Activity:
In the records, find each line where "junctions" occurs, and copy it.

Collected data:

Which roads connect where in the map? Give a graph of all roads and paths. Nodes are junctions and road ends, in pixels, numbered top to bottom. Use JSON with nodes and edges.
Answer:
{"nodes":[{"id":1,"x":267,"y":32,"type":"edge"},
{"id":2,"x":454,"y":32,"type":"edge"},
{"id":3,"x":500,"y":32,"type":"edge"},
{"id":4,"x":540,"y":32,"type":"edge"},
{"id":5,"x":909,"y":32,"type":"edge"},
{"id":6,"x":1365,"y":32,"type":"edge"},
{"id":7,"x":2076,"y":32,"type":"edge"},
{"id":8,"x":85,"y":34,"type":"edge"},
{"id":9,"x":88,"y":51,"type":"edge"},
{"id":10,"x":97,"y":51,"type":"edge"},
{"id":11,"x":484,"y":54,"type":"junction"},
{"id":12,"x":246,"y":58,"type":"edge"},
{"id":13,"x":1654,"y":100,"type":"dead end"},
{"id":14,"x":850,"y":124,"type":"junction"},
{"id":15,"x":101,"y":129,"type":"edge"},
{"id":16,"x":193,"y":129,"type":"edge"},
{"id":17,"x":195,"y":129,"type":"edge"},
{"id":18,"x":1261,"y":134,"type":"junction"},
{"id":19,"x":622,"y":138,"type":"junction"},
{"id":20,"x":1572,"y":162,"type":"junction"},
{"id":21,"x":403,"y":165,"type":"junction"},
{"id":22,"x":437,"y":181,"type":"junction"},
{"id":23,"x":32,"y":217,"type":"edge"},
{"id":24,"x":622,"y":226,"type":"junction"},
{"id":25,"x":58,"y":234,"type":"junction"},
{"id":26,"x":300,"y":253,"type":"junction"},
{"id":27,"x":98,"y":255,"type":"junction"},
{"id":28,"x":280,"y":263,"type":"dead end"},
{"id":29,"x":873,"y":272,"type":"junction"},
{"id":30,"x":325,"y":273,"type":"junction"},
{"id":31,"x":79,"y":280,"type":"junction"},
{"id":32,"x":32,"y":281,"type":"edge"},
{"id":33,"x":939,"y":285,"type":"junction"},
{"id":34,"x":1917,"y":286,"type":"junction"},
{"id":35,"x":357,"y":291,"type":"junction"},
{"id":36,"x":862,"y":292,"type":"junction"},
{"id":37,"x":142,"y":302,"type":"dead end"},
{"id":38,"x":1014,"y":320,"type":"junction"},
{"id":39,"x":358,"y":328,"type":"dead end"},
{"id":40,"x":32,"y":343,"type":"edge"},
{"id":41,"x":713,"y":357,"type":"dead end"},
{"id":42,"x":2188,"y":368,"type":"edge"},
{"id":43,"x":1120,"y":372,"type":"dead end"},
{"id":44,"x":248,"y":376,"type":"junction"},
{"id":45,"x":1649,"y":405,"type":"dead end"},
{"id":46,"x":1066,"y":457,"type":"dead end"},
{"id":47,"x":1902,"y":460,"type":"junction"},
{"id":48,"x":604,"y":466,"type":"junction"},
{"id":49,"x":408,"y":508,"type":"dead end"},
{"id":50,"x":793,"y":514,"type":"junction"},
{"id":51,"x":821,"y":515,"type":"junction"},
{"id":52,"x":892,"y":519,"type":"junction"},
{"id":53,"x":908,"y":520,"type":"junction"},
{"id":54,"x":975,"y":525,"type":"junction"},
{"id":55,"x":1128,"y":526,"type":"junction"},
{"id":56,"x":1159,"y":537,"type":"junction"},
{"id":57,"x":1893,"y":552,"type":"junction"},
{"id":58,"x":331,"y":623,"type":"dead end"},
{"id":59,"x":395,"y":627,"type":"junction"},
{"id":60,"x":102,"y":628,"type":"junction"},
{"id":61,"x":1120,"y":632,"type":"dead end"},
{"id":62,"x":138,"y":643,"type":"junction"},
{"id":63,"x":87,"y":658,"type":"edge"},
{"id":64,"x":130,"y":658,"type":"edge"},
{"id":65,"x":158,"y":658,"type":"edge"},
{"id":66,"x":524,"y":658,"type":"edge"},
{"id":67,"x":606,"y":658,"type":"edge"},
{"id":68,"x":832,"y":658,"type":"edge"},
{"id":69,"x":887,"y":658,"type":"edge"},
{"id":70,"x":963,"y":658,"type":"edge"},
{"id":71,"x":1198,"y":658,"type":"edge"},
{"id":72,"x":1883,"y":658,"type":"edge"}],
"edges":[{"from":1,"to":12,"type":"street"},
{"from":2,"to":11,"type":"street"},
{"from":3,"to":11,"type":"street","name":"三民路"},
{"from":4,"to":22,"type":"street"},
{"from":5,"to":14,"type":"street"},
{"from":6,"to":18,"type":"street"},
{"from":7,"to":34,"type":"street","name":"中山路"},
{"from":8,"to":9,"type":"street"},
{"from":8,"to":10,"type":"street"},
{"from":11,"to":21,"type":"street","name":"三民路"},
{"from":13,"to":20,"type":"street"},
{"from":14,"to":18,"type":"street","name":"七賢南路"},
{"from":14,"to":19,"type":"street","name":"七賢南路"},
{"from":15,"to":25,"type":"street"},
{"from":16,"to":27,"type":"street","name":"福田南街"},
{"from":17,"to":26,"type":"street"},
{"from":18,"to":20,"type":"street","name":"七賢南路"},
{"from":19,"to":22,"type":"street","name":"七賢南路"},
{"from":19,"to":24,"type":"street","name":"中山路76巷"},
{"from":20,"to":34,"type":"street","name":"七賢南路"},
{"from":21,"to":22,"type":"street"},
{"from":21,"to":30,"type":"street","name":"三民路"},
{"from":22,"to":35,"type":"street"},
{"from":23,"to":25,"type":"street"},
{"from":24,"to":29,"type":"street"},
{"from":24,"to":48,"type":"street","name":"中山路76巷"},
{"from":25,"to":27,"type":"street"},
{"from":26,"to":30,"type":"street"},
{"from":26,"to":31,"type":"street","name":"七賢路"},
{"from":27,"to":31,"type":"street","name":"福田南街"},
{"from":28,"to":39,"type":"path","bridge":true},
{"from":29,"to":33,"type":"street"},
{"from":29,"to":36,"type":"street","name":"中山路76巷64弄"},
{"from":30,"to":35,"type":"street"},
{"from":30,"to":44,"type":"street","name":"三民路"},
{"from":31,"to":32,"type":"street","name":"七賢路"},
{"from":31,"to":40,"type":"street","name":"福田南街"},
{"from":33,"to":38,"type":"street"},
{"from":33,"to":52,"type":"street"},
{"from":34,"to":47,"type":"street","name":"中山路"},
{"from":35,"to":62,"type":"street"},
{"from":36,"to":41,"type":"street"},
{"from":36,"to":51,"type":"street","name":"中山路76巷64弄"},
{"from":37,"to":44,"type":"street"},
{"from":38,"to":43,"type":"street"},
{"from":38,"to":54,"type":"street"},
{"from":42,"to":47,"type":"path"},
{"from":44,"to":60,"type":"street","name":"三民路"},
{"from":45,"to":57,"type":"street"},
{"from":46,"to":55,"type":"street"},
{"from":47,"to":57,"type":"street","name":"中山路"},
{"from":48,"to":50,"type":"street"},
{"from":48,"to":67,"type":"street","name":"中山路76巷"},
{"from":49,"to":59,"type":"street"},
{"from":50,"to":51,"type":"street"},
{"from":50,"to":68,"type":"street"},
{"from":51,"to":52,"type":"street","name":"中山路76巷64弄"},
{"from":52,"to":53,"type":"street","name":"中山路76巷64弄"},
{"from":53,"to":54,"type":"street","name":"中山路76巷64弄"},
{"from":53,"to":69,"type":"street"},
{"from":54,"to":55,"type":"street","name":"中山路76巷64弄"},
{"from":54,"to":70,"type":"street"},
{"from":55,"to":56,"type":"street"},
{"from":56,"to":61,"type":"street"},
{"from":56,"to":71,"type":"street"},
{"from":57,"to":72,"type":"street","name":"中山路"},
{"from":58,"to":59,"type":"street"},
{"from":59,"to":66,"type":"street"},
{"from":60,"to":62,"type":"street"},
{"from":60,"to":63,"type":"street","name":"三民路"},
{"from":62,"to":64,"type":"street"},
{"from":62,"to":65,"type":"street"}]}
...
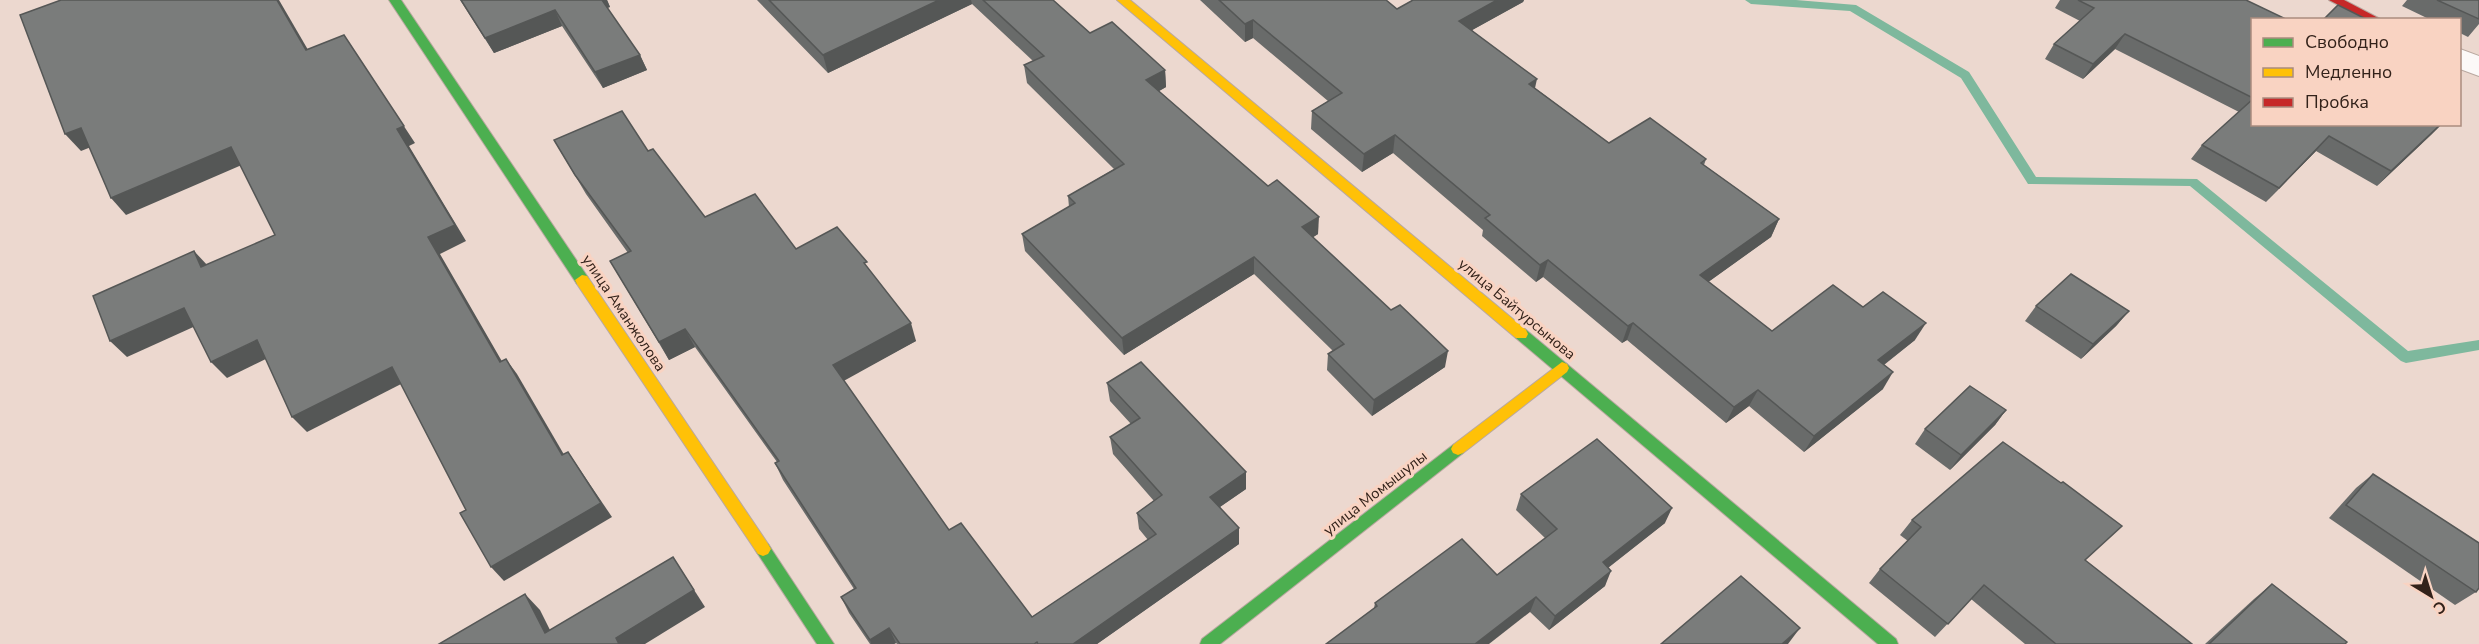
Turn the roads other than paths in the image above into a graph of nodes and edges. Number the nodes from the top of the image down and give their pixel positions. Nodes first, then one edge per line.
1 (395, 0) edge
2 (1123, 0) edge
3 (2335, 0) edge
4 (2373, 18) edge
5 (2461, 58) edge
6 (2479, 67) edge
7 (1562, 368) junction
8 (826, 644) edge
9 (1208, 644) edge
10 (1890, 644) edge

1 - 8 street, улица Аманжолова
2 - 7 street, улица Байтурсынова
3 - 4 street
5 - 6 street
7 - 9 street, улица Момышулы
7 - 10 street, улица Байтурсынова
==
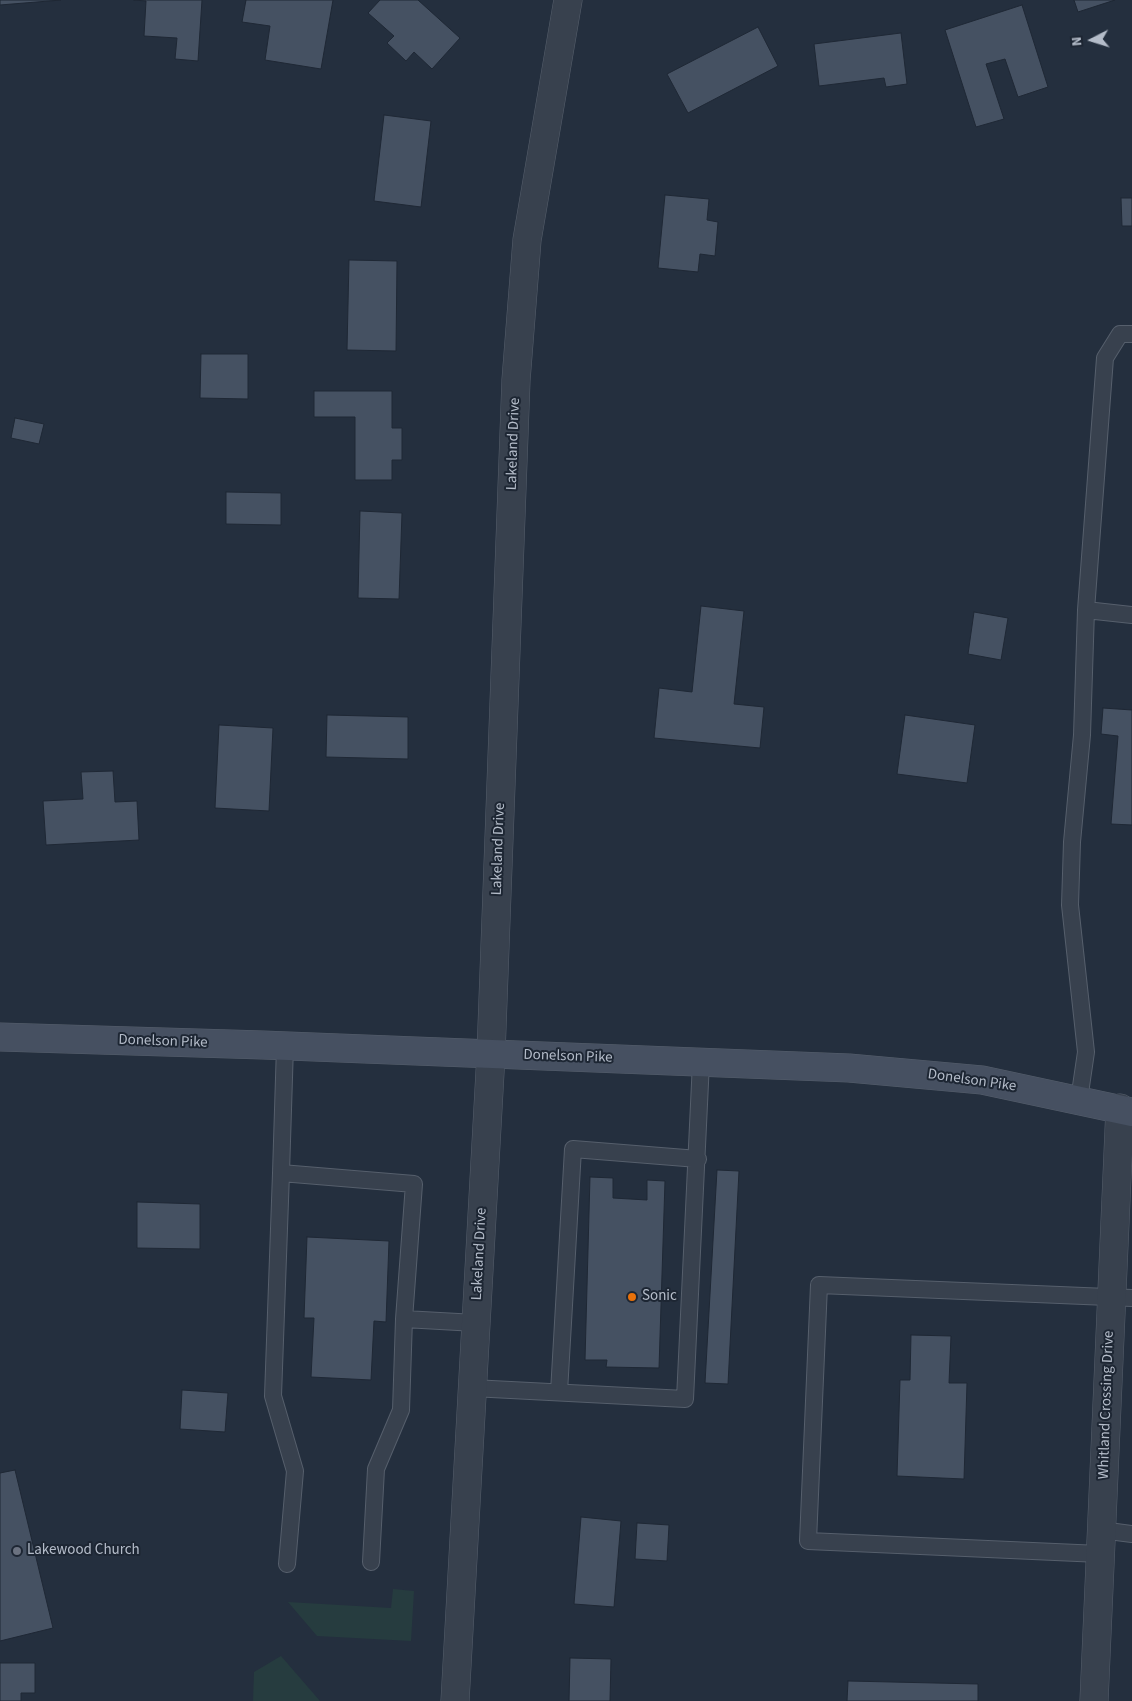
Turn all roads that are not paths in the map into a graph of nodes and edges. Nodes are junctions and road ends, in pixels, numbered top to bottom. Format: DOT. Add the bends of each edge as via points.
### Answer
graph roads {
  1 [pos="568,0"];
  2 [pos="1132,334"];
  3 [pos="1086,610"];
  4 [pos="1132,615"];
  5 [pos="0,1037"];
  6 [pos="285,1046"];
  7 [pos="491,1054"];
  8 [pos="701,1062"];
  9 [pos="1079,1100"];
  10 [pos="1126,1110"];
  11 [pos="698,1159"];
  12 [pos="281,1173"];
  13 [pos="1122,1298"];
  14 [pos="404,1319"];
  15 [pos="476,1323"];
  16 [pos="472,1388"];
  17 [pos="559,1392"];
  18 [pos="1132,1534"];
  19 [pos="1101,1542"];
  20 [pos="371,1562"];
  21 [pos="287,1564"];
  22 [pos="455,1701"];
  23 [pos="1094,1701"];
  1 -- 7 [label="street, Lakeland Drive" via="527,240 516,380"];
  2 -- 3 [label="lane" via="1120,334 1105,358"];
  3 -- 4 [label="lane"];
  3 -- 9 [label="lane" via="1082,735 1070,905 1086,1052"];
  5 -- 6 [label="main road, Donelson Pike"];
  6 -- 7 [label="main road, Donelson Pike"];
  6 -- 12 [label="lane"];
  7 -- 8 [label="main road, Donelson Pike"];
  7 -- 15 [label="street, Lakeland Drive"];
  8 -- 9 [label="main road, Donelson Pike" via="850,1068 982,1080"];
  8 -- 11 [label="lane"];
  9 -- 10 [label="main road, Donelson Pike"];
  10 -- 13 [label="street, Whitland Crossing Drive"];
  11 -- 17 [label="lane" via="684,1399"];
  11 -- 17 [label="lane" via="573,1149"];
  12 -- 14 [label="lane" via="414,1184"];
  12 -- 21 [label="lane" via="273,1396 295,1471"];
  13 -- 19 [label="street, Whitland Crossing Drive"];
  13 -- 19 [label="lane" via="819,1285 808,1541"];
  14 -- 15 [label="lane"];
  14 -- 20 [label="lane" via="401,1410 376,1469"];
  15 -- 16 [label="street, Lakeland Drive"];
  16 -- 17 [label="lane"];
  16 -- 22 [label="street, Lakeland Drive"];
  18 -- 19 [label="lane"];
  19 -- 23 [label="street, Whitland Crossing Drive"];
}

Response:
Which roads connect where in the map? Give a graph of all roads and paths. Nodes are junctions and road ends, in pixels, numbered top to bottom. Use JSON with nodes and edges.
Turn all roads that are not paths in the map into a graph of nodes and edges. Nodes are junctions and road ends, in pixels, numbered top to bottom. Format: DOT. Add the bends of each edge as via points.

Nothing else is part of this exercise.